§ To do
Reproduce exactly the lines below, from the first one through the line containing "Digitize the connectivity", and omit any pictures.
(Beginning of Input records)
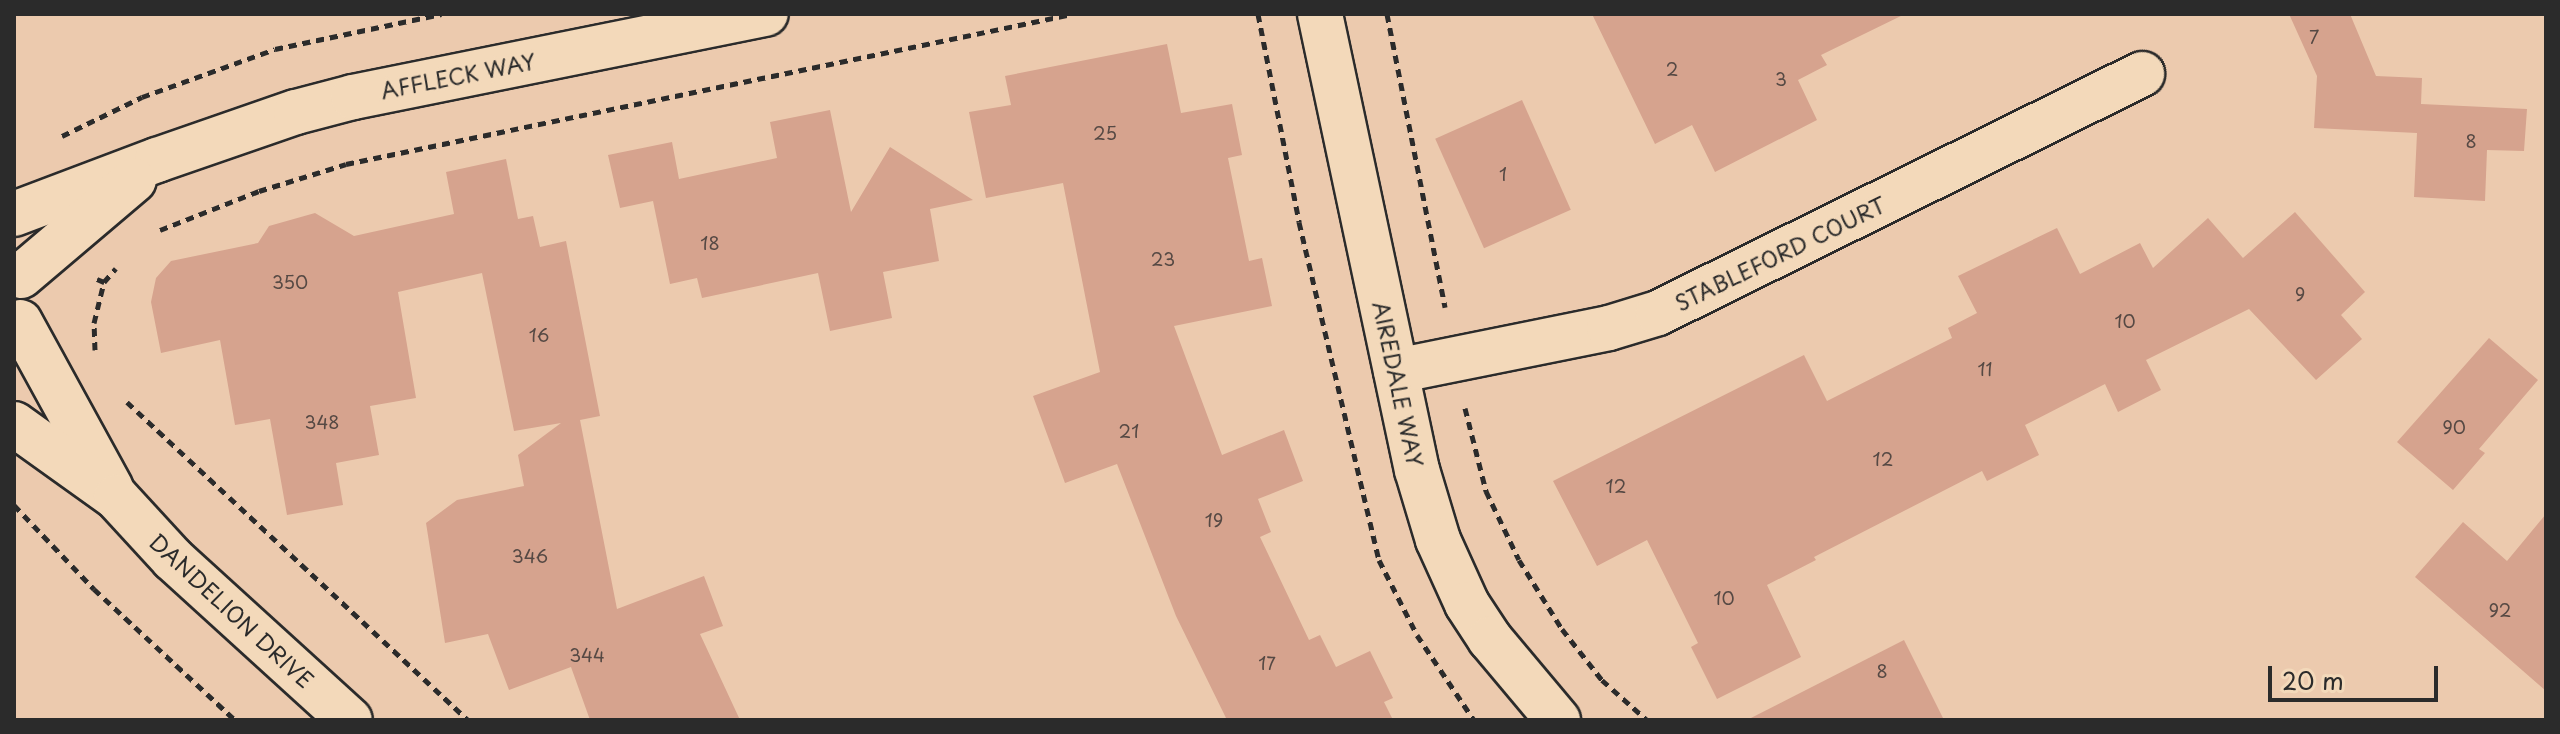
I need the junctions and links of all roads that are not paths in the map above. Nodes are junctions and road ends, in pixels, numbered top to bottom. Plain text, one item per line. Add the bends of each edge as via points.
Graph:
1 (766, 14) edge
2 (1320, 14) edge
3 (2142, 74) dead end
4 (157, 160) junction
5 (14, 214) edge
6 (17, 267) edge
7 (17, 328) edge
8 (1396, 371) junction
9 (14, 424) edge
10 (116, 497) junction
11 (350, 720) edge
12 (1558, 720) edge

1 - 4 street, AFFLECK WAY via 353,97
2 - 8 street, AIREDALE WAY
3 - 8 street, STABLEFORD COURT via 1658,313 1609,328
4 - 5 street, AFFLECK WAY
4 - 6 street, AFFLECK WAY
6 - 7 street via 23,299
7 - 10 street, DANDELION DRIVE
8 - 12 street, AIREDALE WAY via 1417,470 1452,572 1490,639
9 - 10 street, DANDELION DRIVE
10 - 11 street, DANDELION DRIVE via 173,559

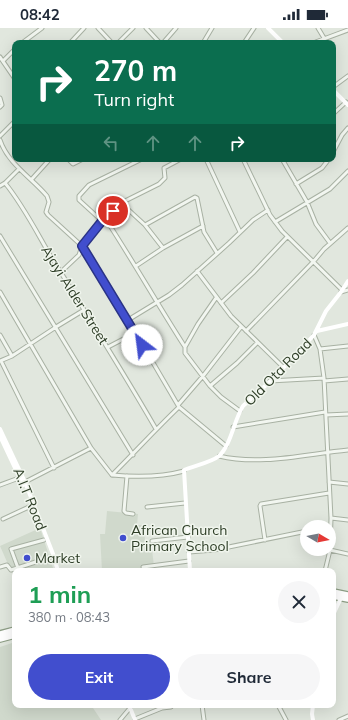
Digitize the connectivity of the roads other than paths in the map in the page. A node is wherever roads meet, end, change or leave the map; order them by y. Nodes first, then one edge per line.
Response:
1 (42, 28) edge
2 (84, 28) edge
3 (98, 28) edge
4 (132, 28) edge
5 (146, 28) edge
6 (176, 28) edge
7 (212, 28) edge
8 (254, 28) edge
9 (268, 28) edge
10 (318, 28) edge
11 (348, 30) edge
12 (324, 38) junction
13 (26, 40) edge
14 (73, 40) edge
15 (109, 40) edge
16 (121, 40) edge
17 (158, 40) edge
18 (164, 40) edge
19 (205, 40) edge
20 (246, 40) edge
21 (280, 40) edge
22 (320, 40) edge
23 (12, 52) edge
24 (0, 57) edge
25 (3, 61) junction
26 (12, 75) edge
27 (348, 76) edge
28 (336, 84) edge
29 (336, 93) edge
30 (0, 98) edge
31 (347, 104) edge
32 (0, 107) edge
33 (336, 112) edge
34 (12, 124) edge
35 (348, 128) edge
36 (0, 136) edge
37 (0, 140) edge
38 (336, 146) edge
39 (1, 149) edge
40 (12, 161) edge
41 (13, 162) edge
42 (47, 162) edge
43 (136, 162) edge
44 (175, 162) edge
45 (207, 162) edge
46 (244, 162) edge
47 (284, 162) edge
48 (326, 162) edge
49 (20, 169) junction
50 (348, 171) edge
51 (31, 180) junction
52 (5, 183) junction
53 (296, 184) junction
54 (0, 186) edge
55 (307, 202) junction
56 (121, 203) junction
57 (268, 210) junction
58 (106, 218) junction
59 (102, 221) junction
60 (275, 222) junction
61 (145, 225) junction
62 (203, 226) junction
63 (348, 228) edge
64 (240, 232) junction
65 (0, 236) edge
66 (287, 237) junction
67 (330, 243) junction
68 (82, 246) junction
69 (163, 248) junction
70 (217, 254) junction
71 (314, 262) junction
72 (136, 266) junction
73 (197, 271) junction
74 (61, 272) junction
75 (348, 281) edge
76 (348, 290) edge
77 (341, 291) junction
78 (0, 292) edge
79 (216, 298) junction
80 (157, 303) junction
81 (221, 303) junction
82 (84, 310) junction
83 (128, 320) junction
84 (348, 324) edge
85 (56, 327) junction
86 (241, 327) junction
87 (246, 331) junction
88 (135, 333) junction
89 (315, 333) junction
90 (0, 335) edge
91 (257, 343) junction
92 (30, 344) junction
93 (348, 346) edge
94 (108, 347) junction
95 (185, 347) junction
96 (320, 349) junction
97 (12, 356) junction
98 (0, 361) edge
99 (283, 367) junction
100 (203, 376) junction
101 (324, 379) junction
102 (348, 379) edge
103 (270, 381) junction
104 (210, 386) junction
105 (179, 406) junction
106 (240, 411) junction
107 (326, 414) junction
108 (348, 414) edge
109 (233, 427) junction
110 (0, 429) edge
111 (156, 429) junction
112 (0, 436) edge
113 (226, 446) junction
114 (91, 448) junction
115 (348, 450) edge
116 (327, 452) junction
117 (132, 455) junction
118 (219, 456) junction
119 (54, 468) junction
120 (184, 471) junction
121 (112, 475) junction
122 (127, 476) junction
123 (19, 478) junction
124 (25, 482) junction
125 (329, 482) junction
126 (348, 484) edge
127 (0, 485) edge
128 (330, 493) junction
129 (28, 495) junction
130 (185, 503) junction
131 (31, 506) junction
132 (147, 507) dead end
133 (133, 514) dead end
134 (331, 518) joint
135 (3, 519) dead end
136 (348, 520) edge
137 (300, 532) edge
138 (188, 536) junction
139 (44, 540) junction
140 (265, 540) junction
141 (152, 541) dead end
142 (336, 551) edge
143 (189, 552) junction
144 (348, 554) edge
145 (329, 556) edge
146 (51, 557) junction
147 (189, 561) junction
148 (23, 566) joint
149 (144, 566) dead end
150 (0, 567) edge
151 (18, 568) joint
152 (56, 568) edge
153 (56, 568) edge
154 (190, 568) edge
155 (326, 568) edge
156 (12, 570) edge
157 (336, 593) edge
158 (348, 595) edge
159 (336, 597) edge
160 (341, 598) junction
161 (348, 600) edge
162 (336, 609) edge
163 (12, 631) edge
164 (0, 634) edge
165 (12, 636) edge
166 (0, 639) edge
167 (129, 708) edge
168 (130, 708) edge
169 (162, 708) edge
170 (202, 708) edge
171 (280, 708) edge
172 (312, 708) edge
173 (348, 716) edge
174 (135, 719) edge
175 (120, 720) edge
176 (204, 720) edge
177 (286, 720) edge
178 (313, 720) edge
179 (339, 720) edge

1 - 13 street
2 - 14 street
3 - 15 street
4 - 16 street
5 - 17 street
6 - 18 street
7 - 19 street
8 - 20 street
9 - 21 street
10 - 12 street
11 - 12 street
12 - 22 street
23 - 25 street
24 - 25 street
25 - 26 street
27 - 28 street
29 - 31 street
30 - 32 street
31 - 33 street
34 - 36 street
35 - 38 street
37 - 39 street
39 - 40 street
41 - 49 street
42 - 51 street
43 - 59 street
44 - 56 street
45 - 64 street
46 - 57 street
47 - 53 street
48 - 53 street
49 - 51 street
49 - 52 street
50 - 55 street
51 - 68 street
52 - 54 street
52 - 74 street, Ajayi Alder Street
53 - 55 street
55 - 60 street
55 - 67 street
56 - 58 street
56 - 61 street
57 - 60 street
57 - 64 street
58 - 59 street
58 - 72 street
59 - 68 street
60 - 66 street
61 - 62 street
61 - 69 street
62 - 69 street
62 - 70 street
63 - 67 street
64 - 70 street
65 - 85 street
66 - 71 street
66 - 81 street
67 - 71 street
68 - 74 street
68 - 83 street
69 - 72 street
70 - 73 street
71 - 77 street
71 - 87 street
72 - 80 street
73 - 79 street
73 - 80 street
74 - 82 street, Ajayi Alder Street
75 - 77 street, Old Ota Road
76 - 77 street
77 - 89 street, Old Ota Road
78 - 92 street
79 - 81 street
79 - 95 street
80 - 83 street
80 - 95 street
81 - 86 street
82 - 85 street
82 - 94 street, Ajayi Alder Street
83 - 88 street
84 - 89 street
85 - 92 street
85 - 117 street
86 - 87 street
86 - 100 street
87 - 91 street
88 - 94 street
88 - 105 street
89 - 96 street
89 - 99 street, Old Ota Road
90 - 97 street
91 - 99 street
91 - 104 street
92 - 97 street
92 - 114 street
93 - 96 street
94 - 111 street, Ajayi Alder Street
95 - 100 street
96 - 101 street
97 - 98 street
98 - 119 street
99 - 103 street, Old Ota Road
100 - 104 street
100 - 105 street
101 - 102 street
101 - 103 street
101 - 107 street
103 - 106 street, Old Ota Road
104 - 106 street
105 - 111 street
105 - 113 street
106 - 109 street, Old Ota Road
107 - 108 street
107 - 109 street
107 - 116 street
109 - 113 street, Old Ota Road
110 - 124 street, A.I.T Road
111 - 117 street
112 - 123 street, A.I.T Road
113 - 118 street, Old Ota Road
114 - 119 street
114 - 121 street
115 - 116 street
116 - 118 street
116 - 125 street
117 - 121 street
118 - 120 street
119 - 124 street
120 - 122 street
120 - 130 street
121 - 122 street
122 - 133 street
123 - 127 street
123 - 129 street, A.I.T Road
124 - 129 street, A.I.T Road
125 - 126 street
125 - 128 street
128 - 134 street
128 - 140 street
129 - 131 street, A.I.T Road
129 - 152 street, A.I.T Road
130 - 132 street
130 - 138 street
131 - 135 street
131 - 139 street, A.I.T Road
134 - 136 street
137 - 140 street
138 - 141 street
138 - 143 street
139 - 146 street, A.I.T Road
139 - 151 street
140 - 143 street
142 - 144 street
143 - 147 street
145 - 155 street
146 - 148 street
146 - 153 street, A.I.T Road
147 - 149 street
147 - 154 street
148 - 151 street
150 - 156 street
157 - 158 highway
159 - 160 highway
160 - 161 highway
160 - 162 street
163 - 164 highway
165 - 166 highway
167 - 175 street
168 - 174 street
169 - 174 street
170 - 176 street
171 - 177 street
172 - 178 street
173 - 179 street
(End of Input records)
§ Solution to this task
I need the junctions and links of all roads that are not paths in the map above. Nodes are junctions and road ends, in pixels, numbered top to bottom. Plain text, one item per line. Add the bends of each edge as via points.
Graph:
1 (766, 14) edge
2 (1320, 14) edge
3 (2142, 74) dead end
4 (157, 160) junction
5 (14, 214) edge
6 (17, 267) edge
7 (17, 328) edge
8 (1396, 371) junction
9 (14, 424) edge
10 (116, 497) junction
11 (350, 720) edge
12 (1558, 720) edge

1 - 4 street, AFFLECK WAY via 353,97
2 - 8 street, AIREDALE WAY
3 - 8 street, STABLEFORD COURT via 1658,313 1609,328
4 - 5 street, AFFLECK WAY
4 - 6 street, AFFLECK WAY
6 - 7 street via 23,299
7 - 10 street, DANDELION DRIVE
8 - 12 street, AIREDALE WAY via 1417,470 1452,572 1490,639
9 - 10 street, DANDELION DRIVE
10 - 11 street, DANDELION DRIVE via 173,559

Digitize the connectivity of the roads other than paths in the map in the page. A node is wherever roads meet, end, change or leave the map; order them by y. Nodes first, then one edge per line.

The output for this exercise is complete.